- Opening Delimiter -
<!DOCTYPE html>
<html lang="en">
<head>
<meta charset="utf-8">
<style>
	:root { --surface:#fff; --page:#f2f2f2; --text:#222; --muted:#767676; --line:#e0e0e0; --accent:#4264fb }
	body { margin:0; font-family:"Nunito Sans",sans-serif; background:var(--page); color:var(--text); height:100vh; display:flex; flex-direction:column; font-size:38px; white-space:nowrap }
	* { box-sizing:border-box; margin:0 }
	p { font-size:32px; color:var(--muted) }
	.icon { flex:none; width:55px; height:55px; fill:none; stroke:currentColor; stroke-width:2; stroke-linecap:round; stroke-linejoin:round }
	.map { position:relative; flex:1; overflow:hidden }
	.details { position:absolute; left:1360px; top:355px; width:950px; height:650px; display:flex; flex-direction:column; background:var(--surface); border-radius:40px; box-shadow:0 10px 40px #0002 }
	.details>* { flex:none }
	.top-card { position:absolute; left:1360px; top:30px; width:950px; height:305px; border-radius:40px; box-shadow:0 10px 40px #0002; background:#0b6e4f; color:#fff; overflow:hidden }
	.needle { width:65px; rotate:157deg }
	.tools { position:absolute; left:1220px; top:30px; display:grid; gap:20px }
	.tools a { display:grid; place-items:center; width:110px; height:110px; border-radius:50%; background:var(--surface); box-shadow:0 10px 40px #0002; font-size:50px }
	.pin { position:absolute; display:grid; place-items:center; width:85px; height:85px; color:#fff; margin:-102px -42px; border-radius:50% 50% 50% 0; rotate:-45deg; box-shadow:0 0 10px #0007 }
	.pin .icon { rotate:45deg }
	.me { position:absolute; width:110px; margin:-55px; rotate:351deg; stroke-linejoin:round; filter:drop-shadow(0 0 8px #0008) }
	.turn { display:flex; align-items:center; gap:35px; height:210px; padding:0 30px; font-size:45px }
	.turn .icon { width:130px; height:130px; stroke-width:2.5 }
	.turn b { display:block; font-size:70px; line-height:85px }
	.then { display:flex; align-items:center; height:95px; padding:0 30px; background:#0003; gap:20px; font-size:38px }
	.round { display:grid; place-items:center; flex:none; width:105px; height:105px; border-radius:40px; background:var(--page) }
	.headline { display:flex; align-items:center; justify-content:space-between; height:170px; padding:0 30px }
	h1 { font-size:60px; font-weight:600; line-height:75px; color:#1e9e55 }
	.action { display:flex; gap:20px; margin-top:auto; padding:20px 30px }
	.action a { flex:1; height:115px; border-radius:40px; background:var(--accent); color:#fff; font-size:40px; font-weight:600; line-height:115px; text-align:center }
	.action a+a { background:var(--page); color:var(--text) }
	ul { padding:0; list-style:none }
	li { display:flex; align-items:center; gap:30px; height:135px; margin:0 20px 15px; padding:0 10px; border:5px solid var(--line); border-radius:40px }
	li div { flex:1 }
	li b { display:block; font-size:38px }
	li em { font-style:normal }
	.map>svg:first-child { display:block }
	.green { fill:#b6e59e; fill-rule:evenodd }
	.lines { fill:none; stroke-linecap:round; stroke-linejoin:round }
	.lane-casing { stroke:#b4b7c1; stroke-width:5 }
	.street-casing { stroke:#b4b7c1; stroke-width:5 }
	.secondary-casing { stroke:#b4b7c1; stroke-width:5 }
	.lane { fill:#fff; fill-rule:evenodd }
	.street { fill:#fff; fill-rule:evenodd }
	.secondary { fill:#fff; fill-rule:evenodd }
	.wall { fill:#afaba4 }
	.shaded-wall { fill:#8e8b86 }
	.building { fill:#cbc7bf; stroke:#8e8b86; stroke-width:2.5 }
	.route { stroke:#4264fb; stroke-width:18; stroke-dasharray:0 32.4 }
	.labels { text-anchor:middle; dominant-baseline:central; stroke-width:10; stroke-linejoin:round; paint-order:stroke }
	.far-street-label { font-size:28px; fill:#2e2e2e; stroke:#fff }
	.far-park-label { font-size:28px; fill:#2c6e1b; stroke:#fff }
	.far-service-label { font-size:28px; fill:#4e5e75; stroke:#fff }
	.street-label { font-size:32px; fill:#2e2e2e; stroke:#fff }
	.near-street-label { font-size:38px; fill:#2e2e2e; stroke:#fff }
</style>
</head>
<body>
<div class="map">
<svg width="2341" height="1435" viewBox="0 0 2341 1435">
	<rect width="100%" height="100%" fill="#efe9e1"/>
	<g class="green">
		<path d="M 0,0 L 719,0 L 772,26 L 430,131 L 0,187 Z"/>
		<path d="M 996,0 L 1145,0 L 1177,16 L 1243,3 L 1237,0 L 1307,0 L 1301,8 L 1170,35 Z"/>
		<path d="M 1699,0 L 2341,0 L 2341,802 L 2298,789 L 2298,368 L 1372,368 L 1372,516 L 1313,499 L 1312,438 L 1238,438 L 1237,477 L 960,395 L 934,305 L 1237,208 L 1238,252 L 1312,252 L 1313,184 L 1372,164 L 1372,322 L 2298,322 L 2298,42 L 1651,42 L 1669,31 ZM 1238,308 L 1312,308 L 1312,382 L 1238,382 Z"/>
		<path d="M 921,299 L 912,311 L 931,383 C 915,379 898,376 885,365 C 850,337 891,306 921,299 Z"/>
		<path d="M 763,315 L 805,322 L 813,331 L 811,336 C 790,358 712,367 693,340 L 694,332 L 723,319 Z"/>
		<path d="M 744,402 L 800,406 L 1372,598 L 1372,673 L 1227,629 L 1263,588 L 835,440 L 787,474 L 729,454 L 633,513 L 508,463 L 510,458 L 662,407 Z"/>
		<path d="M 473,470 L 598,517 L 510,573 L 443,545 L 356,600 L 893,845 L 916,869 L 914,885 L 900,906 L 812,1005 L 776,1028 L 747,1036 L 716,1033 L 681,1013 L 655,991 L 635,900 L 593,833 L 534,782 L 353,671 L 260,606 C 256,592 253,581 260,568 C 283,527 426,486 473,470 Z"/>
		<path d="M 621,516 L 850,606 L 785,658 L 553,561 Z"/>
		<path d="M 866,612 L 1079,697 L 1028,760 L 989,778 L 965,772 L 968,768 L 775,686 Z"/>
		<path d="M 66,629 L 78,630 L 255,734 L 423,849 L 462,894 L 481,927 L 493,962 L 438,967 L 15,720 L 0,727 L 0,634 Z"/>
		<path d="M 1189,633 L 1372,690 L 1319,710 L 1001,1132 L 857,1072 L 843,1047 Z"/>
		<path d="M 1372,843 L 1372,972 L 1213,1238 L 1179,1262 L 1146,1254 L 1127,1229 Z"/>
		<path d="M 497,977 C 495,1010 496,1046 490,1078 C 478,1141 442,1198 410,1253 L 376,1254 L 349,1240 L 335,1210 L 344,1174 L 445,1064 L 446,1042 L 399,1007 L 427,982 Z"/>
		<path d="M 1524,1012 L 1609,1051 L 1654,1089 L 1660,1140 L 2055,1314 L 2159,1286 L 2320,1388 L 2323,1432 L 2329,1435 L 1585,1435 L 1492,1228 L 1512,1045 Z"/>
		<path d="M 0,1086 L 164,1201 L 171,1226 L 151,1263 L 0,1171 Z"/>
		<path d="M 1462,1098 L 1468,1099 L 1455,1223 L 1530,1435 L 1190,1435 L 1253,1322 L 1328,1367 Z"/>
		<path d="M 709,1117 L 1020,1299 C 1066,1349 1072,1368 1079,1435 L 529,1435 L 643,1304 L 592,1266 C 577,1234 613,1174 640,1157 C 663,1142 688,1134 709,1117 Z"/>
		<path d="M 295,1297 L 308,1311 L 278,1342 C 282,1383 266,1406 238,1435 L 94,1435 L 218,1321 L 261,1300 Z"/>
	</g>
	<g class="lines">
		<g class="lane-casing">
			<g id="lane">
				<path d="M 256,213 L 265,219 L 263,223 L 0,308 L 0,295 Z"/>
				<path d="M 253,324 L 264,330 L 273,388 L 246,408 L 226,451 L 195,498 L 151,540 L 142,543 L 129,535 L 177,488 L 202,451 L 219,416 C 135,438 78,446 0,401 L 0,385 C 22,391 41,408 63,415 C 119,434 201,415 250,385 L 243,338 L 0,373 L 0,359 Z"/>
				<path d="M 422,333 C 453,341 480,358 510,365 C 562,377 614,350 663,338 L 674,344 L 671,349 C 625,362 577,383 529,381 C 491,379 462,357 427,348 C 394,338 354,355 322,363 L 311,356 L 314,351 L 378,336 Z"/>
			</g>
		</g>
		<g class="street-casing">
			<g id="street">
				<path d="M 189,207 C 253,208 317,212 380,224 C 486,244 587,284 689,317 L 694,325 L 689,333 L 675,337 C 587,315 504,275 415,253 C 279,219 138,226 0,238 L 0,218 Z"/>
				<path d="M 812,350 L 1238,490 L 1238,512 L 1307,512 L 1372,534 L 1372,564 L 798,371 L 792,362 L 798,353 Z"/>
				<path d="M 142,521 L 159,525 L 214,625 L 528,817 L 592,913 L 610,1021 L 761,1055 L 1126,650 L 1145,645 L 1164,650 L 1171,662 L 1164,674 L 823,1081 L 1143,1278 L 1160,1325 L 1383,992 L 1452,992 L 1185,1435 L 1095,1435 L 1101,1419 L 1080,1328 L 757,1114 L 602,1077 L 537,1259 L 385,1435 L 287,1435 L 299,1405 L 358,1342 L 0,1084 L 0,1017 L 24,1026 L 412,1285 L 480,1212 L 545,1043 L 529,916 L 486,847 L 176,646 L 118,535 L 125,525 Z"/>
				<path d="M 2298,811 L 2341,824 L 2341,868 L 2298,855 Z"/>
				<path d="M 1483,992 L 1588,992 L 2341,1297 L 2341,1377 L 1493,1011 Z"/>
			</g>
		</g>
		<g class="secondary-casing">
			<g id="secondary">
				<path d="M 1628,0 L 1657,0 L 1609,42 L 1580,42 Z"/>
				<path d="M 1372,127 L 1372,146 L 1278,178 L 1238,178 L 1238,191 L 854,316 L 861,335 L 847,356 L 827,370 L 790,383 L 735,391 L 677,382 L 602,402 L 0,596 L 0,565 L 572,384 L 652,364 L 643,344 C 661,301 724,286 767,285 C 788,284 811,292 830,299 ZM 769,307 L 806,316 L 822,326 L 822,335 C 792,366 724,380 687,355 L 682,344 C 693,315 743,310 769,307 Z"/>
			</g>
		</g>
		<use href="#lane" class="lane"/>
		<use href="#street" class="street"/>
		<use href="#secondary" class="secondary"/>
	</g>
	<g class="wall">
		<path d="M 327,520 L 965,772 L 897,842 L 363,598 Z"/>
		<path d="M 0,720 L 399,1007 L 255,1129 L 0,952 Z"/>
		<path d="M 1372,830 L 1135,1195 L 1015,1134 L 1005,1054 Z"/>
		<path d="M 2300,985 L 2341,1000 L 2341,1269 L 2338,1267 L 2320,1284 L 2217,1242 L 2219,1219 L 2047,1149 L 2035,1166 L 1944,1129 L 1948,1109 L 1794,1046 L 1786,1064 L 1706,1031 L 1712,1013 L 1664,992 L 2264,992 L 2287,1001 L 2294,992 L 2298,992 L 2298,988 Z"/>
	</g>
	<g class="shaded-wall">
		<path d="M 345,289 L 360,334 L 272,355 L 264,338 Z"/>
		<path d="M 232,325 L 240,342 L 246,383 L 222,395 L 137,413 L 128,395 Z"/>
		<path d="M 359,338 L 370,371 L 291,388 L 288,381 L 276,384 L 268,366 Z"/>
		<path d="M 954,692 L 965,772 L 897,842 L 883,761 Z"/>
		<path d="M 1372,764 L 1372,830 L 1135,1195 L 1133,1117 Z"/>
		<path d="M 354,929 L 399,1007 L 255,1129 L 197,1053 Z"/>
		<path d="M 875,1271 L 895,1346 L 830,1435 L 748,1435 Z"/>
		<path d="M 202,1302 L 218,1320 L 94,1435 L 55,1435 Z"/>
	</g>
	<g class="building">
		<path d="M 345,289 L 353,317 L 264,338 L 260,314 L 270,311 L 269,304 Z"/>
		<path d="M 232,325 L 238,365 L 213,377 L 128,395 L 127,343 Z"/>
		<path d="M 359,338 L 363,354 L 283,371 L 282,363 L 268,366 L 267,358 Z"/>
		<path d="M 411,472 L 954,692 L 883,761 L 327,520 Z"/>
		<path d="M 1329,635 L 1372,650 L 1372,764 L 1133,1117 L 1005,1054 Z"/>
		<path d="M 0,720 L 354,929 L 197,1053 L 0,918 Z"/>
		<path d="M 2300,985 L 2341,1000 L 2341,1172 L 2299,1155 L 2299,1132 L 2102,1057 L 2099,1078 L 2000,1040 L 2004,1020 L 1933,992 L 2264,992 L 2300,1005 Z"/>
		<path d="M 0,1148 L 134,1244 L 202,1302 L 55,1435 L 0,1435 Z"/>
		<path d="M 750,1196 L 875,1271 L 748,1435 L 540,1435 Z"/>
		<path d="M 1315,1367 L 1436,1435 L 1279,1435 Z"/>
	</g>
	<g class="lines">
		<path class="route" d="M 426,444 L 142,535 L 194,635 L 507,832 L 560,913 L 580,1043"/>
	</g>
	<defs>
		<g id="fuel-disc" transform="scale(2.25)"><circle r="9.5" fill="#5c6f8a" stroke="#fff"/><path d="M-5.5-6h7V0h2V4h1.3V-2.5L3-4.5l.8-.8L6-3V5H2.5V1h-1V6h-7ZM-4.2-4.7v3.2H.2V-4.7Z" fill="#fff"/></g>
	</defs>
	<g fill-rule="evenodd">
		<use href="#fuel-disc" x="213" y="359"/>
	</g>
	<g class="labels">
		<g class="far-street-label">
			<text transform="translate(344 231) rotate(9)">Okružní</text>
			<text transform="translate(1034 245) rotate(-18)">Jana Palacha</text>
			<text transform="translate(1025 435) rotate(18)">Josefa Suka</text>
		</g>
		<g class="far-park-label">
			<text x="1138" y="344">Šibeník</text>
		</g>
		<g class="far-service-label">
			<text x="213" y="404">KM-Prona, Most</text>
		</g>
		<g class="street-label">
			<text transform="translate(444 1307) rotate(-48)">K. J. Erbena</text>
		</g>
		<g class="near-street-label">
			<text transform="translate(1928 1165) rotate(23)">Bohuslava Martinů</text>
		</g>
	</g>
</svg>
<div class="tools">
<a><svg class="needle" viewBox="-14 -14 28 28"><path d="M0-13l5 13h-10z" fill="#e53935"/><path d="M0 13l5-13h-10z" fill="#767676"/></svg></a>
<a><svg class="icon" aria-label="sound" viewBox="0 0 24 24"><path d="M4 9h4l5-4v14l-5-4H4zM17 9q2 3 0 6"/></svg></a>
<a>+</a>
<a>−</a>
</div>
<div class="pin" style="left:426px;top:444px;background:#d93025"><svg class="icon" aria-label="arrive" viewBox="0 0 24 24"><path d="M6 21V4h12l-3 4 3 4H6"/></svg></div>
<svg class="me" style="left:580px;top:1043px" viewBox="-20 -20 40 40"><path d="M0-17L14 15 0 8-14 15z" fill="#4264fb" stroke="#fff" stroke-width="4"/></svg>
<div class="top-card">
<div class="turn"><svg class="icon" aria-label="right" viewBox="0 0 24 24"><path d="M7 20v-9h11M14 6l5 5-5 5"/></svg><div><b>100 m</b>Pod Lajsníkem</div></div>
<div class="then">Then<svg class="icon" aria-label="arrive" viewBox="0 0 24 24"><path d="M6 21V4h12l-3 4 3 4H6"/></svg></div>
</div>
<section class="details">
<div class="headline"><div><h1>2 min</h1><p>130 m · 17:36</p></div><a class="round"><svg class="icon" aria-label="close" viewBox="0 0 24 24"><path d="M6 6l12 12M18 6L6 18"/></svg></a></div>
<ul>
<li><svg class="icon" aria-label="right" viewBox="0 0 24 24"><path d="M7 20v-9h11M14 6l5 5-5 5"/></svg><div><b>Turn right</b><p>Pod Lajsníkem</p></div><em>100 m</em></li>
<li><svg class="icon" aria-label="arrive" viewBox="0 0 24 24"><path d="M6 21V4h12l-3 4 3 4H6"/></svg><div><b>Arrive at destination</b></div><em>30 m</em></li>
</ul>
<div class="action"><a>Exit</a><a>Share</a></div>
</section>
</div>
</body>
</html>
- Closing Delimiter -
● Required work
Copy out all lines from the material above that contain the string "linecap".

● Exercise result
	.icon { flex:none; width:55px; height:55px; fill:none; stroke:currentColor; stroke-width:2; stroke-linecap:round; stroke-linejoin:round }
	.lines { fill:none; stroke-linecap:round; stroke-linejoin:round }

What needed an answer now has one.